He nodded and went on with his work again while I went to mine about the books, but with a suspicious feeling of impending trouble on my mind, as I passed two of the men who saw me come out of the smithy, and who must have seen me shaking hands with Pannell.

I don’t know why they should have minded, for I should have done the same with either of them had we been on as friendly terms.

As I entered my little office my eyes lit on the common fishing-rod I had used, and that set me thinking about the conversation I had heard as I stood on the ledge.

I recalled what had been said overnight in a long discussion with my uncles, and the advice they had given.

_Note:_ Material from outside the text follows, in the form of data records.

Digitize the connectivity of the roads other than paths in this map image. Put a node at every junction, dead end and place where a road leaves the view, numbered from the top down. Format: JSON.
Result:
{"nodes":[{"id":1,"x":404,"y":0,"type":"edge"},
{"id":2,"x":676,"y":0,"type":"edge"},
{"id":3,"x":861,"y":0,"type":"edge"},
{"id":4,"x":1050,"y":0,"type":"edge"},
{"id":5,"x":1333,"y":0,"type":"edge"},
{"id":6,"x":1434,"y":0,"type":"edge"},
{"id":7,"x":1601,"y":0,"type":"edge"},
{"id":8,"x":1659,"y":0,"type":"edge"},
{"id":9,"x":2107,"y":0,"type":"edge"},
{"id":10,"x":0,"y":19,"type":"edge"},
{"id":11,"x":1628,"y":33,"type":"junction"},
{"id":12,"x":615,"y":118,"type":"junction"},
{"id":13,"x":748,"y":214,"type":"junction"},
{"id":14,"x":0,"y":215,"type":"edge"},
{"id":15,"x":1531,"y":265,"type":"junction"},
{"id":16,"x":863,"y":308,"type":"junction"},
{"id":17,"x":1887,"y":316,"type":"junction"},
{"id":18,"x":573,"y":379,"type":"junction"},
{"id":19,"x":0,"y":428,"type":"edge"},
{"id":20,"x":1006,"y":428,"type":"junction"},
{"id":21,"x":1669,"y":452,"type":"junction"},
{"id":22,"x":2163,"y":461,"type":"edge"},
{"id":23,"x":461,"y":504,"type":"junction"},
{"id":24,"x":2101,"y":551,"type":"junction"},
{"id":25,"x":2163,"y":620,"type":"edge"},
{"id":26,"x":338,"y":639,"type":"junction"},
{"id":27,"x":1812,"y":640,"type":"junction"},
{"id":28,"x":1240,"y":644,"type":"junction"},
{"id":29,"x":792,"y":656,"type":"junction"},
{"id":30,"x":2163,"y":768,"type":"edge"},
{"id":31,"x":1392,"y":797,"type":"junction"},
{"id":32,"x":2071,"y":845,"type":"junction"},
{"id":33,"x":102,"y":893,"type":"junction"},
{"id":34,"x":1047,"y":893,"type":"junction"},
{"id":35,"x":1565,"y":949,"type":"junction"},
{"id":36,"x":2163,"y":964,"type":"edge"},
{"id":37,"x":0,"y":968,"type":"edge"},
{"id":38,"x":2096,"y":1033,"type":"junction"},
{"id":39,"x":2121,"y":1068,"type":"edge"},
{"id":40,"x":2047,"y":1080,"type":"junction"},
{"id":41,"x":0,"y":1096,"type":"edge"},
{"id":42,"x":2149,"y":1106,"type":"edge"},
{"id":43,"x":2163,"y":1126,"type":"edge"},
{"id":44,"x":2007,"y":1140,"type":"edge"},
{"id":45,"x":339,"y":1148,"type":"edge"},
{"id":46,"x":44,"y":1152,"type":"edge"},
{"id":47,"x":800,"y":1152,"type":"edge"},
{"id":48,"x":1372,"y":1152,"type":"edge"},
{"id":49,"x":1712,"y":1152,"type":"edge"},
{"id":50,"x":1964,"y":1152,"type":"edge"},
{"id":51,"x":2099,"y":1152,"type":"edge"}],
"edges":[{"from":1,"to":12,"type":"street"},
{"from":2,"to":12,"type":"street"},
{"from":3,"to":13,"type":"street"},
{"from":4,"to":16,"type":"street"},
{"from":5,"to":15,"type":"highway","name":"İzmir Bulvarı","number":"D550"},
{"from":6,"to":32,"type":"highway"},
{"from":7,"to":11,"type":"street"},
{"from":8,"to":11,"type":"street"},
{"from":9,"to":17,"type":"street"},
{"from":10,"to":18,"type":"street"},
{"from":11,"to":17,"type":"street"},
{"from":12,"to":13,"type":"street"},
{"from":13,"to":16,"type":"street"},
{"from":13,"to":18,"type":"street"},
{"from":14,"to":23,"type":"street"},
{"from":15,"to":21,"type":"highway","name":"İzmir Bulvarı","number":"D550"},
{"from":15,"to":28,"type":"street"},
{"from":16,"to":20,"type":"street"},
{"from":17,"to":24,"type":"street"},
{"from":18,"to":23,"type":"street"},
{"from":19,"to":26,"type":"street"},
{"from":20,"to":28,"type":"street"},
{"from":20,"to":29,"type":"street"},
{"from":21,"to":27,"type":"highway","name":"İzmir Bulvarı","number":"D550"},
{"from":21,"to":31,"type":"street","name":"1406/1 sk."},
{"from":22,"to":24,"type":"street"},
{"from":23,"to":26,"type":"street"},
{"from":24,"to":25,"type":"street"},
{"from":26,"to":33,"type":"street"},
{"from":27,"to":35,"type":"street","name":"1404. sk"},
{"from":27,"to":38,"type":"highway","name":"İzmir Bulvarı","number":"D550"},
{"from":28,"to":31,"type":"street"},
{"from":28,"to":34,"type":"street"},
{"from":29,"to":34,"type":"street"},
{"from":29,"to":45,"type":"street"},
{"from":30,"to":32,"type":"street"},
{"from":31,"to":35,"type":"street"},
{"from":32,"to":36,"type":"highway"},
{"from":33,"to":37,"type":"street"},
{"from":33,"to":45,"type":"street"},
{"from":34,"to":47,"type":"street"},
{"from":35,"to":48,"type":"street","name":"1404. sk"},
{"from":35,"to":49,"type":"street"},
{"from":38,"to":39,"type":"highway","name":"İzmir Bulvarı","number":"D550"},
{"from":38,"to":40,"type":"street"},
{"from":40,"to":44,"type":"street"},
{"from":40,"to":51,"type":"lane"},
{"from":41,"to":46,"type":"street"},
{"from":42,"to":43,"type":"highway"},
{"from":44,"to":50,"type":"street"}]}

“Don’t show suspicion,” Uncle Dick had said, “but meet every man with a frank fearless look in the eye, as if you asked no favour of him, were not afraid of him, and as if you wanted to meet him in a straightforward way.”

I thought a good deal about it all, and how my uncles said they meant to be just and kind and stern at the same time; and it certainly did seem as if this was the most likely way to win the men’s respect.

“For now that we have concluded to keep you with us, Cob, I must warn that we mean business, and that we have made up our minds that we shall win.”

That morning went off quietly enough, and though we all kept a quiet searching look-out, there was nothing to excite suspicion. Then evening came, and the watching, in which again that night I had no share, but it was an understood thing that I was to be at the works at the same time as the men next day.

It was a lovely autumn morning with the wind from the country side, and as I hurried up and off to the works there was a feeling in the air that seemed to tempt me away to the hills and vales, and made me long for a change.

“I’ll see if one of them won’t go for a day,” I said to myself; and hopeful of getting the holiday, and perhaps a run up to the great dam, I reached the works before the men.